The Hudson Bay Lowlands are currently experiencing significant environmental changes driven by climate change and geological processes like isostatic rebound, where the land rises as it rebounds from the pressure of ancient glaciers. These changes are leading to shifts in vegetation patterns and impacting local wildlife, including migratory species like the snow goose and amphibians like the wood frog. As temperatures rise and precipitation patterns shift, the delicate balance of this biodiverse region faces increased risks, making it a critical area for ecological study and conservation efforts.

Full Article

  • Category: Forest Biomes.
  • Geographic Location: Canada.
  • Summary: The Hudson Bay Lowlands biome is the largest wetland in North America, but the region faces significant changes as a result of isostatic rebound and climate change.

The Hudson Bay lowlands are the largest wetland area in North America, covering a vast expanse of Canada between the Canadian Shield and the southern shores of Hudson and James Bays.

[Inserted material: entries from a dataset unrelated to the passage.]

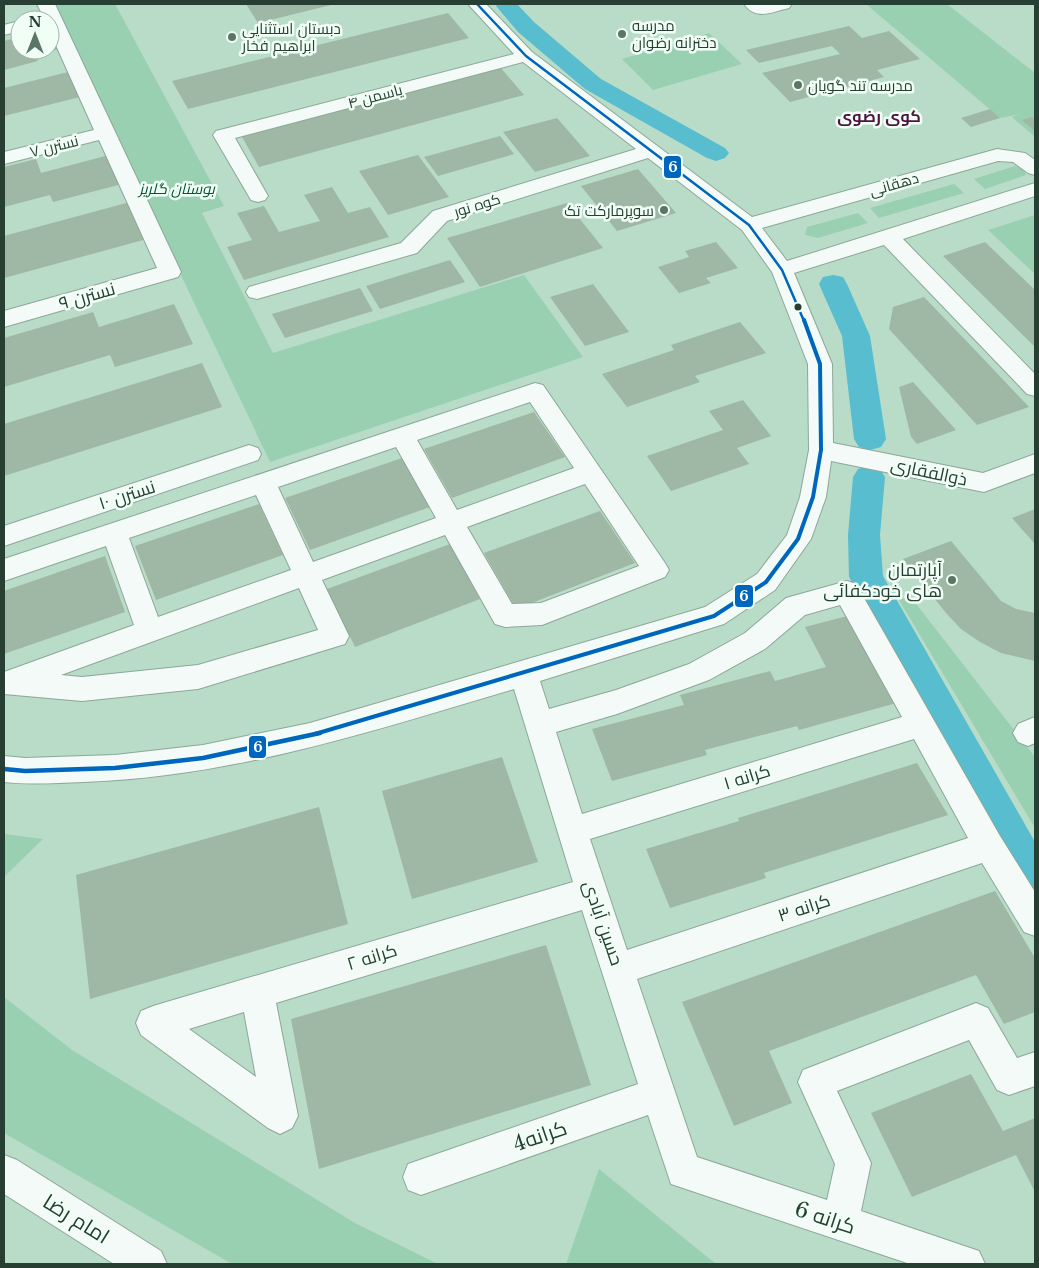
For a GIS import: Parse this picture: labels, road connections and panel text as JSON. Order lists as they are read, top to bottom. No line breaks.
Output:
{"streets":{"main road":["یاسمن ۴","نسترن ۷","دهقانی","کوه نور","نسترن ۹","ذوالفقاری","نسترن ۱۰","کرانه ۱","کرانه ۳","حسین آبادی","کرانه ۲","کرانه4","کرانه 6","امام رضا"]},"crossings":[["نسترن ۷","نسترن ۹"],["کرانه ۱","حسین آبادی"],["کرانه ۳","حسین آبادی"],["حسین آبادی","کرانه ۲"],["حسین آبادی","کرانه4"],["حسین آبادی","کرانه 6"]],"districts":["کوی رضوی"],"parks":["بوستان گلریز"],"places":["مدرسه دخترانه رضوان","دبستان استثنایی ابراهیم فخار","مدرسه تند گویان","سوپرمارکت تک","آپارتمان های خودکفائی"],"lines":["transit line 6"],"north":"top"}
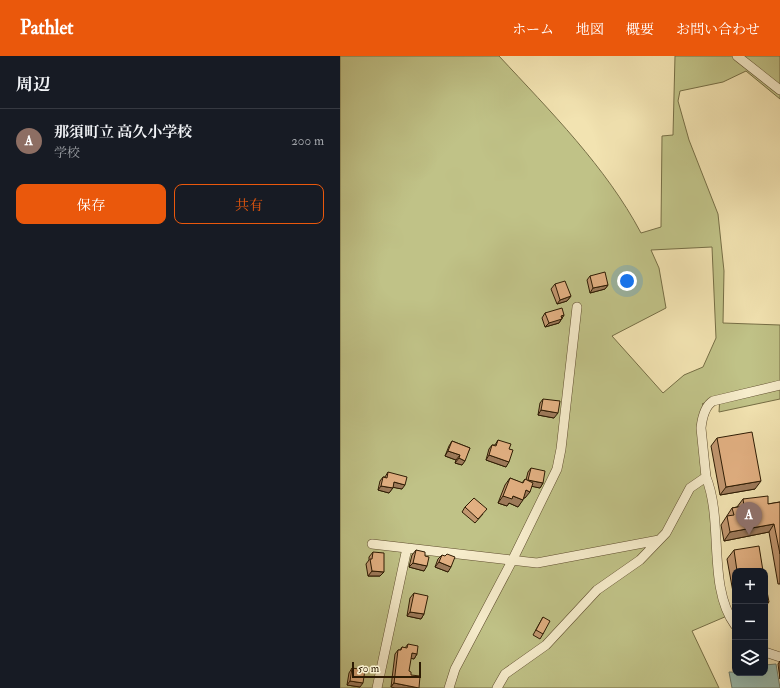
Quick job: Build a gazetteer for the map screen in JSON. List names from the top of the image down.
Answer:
{
  "scale_bar": "50 m",
  "page": {
    "header": "Pathlet",
    "nav": [
      "ホーム",
      "地図",
      "概要",
      "お問い合わせ"
    ],
    "heading": "周辺",
    "list": [
      {
        "mark": "A",
        "name": "那須町立 高久小学校",
        "note": "学校",
        "value": "200 m"
      }
    ],
    "buttons": ["保存", "共有"],
    "pins": "A",
    "map_buttons": ["+", "−"],
    "scale": "50 m"
  }
}
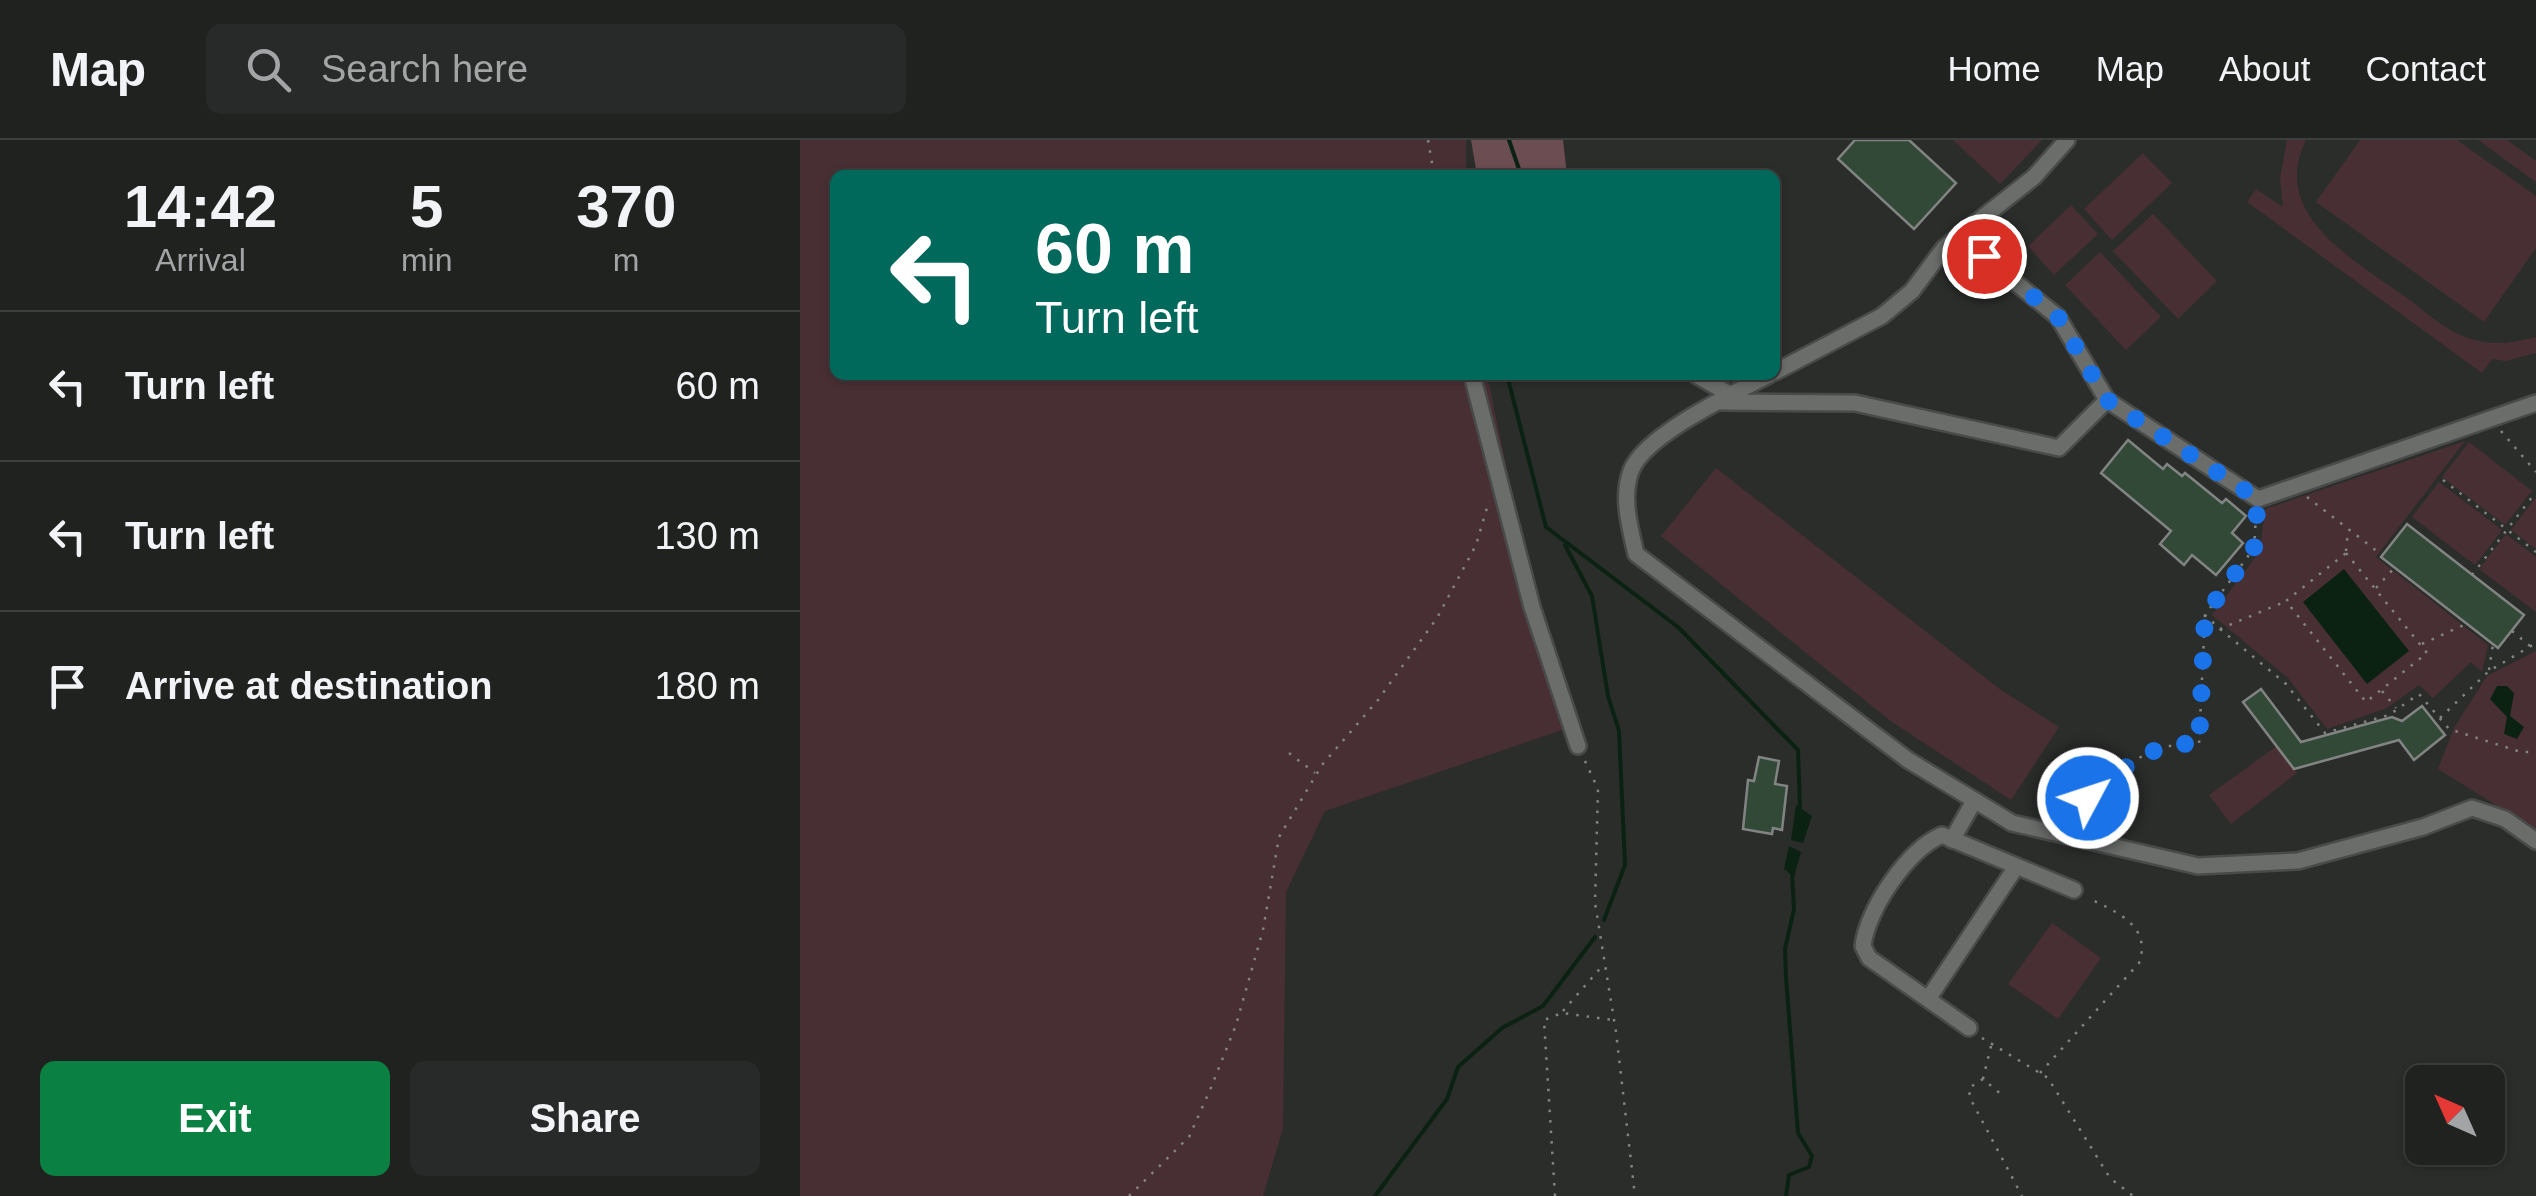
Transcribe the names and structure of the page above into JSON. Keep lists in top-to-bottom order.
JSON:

Encompassing parts of the Canadian provinces of Manitoba, Ontario, and Quebec, the lowlands are along the ecotone (overlap) between the boreal forest to the south and the Arctic tundra to the north. The area faces significant change, however, from the effects of climate change as well as the isostatic rebound (rising ground elevation) of a landscape once burdened by the fantastic weight of continental ice-age glaciers. The region is still rebounding from the Laurentide Ice Sheet at some of the fastest uplift rates in North America (on the order of ~0.7–1.2 cm per year in parts of the Hudson Bay–James Bay lowlands), reshaping shorelines and drainage as land rises relative to sea level.

The location of Hudson Bay and the lowlands to its southwest and south correspond with the approximate center of the Laurentide Ice Sheet—the massive ice load that covered North America during the Pleistocene period, before it retreated and melted some 20,000 years ago. The massive weight of that ice, which was as much as two miles thick, compressed the ground below, allowing incursion of salt water in areas far beyond the shores of Hudson Bay. In addition, the ice scoured the ground beneath it, effectively bulldozing or filling in the original drainage network and ensuring, because of that disrupted drainage, that large swaths of the region would remain wet and bogged down after the glaciers retreated.

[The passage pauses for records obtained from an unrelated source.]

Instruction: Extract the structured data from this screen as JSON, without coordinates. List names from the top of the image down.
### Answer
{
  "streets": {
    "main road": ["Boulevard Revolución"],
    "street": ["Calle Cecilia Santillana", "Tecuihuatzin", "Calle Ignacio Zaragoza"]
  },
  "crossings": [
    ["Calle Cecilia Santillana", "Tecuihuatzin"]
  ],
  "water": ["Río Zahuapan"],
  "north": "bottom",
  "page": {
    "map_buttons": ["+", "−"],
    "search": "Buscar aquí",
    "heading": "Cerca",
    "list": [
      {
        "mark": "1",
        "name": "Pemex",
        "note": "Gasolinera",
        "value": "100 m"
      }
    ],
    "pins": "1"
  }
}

The landforms left behind include gravel ridges and hills—usually derived from glacial deposits—raised beaches, occasional rocky outcrops, permafrost hummocks, and extensive lowlands filled with glacial or marine sediments. Upland areas are often dominated by boreal forest vegetation, in particular white spruce—one of the dominant species of the North American boreal forest—with balsam fir, quaking aspen, balsam poplar, and paper birch. Important plant associates include dogwood, willow, lingonberry, bearberry, twinflower, miterwort, false toadflax, wintergreen, or mosses such as Hylocomium or Pleurozium. Stands of black spruce and jack pine may also be important components of the forests of upland sites.

Lowland and Wetland Types

The type of lowland sites are influenced in large part by site conditions. Tundra, dominated by shrubs such as blueberry, lingonberry, bearberry, and lichens such as Cladonia, occurs in relatively well-drained sites in a strip along the Hudson and James Bay coasts. On poorly drained sites, bogs develop under acidic conditions, and fens develop under neutral or alkaline conditions. Both develop in poorly drained areas, where organic matter may accumulate over time. The Hudson Bay Lowlands biome features an abundance of both.

Beyond biodiversity, the Lowlands are globally important because their deep peat stores enormous amounts of soil carbon, spatial estimates placing the total peat carbon storage around ~30 ± 6 Petagram, meaning that hydrological change, thaw, and fire can have climate-relevant consequences. Field measurements in a Hudson Bay Lowlands subarctic peatland show that active-layer thaw depth increased significantly between 2012 and 2024, with landform type (fen vs. palsa/peat plateau) influencing the rate of thaw.

A common type of wetland in the Hudson Bay Lowlands is the muskeg. The nutrient-deficient substrate often supports an open stand of black spruce, but the muskegs are dominated by mosses such as Sphagnum, with a handful of shrubs such as Labrador tea, dwarf willow, and dwarf birch. Another type of muskeg is dominated by Cladonia lichens, with shrubs such as Labrador tea and blueberry.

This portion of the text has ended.